The Path to a Successful Data Integration Project Part 1

by Fiona Hamilton, Vice President, EMEA Operations at Volante Technologies Ltd

Part 2

Part 3

The Financial Services world is littered with horror stories of late or failed data integration projects. Even those which ultimately become a success are often only implemented after much stress both emotionally for those involved, and fiscally as budgets are often exceeded. How can we learn from the past to mitigate the mistakes, often made over and over again in successive projects?

The subject of data integration is in itself complex and therefore this article will concentrate on the drivers and business case for embarking on a common integration architecture in the first place. A second article will then address the pre-implementation phase, where decisions regarding architecture and potential software selection take place, and a final third will address the actual implementation phase itself.


Why are data integration projects so difficult?

I have spent the past 29 years working in Financial Services technology and for 27 of them almost exclusively in the field of data integration, specifically around financial standards-based message integration such as the adoption of SWIFT, ISO 20022, FpML, FIX, CREST and Omgeo, to name but a few. I have been involved in considerably more than one hundred such projects in approximately 30 countries spanning most asset classes and from the front to the back office. Over that period I have probably encountered almost every mistake that can possibly be made in an integration project and in some cases perhaps made them myself, though I hope only the once. So whilst it would be impossible to list every one of those pitfalls, I would assert that apart from the usual project issues such as poor internal communication and governance that are generic across any project, data integration suffers from an almost universal and incorrect assumption; “How hard can it be?” Those five little words are the gateway to hell. Whilst undoubtedly most data integration projects are not on the scale of complexity of writing, for example, a Settlement or Trading system from scratch, they rarely can be said to be “easy”.


Why embark on a data integration project in the first place?

There are many drivers that cause financial organizations to embark on a data integration project and broadly speaking these can be grouped as suggested on the diagram below.

These drivers can be broken down into fundamental issues of responding to external regulatory or technology change, or aspirations related to improving the bottom line by increasing either productivity or releasing revenue streams more quickly. These imperatives apply to all sorts of financial institutions and their customers. However, when we strip away all the legal jargon associated with regulation – the “business speak” regarding providing increased shareholder value and technological gobbledegook relating to the latest and greatest method of deployment – it often comes down to one thing, improving the flow of information in a timely and accurate fashion.

The flow of information can either be between processing systems or between those internal systems and external parties such as customers, settlement & clearing utilities, brokers, custodians, repositories and regulators.

All but the smallest of companies will typically have multiple implemented software applications that enable their business activities. In the case of global organizations, this may amount to many hundreds. In an investment bank, for example, these disparate systems will be handling the trading, confirmation, settlement and reconciliation of various financial instruments such as equities, fixed income, FX, OTC and exchange traded derivatives, commodities and payments. In addition, there will be shared functions such as accounting, risk, CRM and compliance. Whatever the requirement for a company to operate efficiently, the applications have to share information as part of the overall business process. To complicate matters further, no organization works in isolation, so a portion of that application data must be exchanged with external parties.

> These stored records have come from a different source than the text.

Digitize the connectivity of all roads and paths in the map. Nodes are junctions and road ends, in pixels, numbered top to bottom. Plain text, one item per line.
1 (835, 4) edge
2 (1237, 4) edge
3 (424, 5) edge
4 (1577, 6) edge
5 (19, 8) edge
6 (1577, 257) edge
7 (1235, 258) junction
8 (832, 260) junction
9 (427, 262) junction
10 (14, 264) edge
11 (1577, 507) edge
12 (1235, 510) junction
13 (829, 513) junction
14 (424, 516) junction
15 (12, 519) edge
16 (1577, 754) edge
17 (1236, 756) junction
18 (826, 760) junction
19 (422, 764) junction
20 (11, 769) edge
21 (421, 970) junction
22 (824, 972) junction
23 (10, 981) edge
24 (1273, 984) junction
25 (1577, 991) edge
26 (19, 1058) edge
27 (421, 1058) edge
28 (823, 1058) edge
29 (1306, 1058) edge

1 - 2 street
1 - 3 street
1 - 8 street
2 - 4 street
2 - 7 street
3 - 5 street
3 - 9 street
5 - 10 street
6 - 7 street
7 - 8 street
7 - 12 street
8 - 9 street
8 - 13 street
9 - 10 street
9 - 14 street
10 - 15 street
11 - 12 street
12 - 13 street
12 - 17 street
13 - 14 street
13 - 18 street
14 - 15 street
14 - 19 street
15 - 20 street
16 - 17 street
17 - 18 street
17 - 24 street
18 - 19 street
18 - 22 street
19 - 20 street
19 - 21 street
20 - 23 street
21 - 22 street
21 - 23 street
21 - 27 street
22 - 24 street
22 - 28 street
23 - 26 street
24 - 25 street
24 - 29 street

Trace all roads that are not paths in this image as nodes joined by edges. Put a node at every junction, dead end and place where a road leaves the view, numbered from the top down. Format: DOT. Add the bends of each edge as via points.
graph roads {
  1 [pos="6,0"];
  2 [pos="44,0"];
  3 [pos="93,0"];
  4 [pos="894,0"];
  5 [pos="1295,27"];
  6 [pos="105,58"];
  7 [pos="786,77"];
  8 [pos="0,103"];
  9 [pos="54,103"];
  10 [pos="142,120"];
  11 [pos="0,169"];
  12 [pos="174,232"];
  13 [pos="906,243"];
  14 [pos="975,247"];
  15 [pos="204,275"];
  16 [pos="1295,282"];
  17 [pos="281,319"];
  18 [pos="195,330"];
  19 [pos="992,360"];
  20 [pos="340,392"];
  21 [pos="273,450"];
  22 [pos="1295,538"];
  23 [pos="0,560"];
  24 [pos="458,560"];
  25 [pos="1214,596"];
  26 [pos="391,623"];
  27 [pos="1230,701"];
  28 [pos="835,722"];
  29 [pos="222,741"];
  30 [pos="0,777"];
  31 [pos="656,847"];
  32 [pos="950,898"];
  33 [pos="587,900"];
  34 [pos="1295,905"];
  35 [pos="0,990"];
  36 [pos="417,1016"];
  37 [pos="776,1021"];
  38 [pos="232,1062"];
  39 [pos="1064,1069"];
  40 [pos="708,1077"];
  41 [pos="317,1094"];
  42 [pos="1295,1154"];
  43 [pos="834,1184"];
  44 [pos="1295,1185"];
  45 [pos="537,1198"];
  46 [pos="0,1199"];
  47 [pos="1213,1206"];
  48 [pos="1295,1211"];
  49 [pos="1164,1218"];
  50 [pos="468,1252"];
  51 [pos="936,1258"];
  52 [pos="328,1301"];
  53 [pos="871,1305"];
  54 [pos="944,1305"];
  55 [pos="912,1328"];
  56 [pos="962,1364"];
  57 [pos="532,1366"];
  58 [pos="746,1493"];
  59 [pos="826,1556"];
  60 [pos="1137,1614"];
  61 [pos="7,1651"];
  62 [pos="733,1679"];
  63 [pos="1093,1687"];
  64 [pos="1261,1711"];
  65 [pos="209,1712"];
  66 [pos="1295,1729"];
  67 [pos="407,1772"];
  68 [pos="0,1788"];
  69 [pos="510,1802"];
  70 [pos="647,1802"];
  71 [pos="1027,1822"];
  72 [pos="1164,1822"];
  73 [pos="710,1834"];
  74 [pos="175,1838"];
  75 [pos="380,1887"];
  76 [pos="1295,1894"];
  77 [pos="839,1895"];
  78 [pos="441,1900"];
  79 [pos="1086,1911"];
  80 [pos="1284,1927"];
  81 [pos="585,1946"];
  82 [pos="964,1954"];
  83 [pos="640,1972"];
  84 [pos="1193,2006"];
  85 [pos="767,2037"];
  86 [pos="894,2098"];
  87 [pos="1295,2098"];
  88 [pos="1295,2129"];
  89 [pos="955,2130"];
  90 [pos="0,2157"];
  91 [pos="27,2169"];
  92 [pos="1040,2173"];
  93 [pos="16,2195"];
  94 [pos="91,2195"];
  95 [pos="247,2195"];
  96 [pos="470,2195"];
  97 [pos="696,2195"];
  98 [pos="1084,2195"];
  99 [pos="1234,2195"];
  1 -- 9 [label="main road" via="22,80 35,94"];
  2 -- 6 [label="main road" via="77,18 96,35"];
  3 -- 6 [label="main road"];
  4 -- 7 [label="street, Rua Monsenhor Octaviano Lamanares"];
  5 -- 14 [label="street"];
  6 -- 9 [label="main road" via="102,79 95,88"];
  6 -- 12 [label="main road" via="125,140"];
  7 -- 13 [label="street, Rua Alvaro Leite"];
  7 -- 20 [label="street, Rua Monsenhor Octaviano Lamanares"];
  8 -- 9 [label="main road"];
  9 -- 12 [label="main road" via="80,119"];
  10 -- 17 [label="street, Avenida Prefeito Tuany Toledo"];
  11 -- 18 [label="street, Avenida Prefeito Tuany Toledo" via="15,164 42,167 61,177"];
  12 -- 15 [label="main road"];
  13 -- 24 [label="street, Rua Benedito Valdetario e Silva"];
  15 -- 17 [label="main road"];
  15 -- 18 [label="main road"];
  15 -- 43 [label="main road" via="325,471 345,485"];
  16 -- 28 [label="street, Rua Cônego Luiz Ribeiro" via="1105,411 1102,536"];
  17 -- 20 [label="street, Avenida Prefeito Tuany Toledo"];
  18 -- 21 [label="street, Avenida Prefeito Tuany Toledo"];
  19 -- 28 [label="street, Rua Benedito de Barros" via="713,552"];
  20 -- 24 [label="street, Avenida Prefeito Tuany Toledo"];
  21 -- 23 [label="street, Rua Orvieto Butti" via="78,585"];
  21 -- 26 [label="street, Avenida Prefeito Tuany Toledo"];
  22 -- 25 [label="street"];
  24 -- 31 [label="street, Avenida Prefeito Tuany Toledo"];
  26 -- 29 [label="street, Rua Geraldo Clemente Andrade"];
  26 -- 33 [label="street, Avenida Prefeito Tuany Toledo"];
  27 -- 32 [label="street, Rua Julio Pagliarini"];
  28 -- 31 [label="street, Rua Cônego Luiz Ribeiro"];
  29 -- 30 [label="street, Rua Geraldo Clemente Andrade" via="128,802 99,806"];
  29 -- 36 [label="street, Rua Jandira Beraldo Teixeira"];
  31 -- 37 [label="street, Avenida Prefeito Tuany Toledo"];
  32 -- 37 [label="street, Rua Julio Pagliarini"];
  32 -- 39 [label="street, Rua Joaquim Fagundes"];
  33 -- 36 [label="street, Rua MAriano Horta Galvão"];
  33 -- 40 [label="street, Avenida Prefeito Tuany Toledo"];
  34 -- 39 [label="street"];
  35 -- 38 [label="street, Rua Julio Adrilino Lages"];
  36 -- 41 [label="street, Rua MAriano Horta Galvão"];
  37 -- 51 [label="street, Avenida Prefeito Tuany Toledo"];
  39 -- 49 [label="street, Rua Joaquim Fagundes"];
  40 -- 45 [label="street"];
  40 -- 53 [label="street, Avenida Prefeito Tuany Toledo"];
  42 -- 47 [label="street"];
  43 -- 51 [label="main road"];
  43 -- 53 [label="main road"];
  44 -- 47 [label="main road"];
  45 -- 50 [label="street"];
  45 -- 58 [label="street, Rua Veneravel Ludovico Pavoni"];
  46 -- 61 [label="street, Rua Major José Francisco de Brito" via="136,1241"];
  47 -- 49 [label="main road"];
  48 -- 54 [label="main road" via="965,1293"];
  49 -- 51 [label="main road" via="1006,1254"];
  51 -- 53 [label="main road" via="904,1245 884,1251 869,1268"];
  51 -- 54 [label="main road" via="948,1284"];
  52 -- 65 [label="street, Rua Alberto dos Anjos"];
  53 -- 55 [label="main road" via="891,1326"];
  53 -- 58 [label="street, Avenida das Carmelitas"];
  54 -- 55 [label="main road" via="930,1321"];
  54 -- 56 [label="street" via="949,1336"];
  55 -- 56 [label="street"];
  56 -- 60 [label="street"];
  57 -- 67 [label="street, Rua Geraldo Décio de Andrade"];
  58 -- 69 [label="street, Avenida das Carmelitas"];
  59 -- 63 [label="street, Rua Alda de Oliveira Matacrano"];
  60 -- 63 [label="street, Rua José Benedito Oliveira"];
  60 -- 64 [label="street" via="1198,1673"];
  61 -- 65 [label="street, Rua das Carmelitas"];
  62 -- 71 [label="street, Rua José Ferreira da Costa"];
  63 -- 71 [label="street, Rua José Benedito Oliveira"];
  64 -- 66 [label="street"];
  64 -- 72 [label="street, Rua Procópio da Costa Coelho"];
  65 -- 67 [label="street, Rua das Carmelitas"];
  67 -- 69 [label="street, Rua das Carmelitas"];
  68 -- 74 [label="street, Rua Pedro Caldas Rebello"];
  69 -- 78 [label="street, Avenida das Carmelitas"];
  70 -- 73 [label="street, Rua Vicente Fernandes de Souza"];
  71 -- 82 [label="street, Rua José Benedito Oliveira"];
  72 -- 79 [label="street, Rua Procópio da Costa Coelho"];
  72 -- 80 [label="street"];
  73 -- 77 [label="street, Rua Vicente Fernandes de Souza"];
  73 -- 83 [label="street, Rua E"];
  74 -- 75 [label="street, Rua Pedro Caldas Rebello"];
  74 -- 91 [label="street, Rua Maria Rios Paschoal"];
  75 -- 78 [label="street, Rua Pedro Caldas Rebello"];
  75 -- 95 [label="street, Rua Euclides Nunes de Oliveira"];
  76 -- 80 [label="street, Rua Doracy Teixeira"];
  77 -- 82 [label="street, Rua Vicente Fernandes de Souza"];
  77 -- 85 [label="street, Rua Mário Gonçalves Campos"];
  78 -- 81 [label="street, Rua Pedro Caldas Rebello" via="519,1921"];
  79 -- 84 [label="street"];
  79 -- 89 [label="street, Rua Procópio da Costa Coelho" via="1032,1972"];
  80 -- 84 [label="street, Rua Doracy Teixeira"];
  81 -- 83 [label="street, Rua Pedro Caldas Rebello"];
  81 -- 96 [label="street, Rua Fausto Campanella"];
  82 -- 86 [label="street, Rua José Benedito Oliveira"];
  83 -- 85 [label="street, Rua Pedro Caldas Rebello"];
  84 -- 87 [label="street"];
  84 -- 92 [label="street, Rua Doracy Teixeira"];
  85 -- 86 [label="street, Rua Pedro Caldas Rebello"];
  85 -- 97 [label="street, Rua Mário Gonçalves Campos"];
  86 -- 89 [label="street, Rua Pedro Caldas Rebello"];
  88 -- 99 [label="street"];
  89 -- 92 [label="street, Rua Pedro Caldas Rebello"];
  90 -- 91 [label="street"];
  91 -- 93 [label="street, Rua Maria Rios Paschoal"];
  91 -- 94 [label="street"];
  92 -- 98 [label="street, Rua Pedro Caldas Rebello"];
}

Many companies therefore, understandably, organise themselves according to those functional areas with their accompanying systems acting as islands or silos of operation. Generally, they will do a sufficient job, albeit often with very high costs of implementing each connection and its ongoing maintenance. However, the challenges facing board or C-level executives are of an entirely different nature. The business needs to be considered holistically which is often difficult or near impossible because the sharing of information at either the detail or the consolidated level is simply too difficult. Implementing changes can prove difficult because the implications to IT infrastructure will throw up serious hurdles.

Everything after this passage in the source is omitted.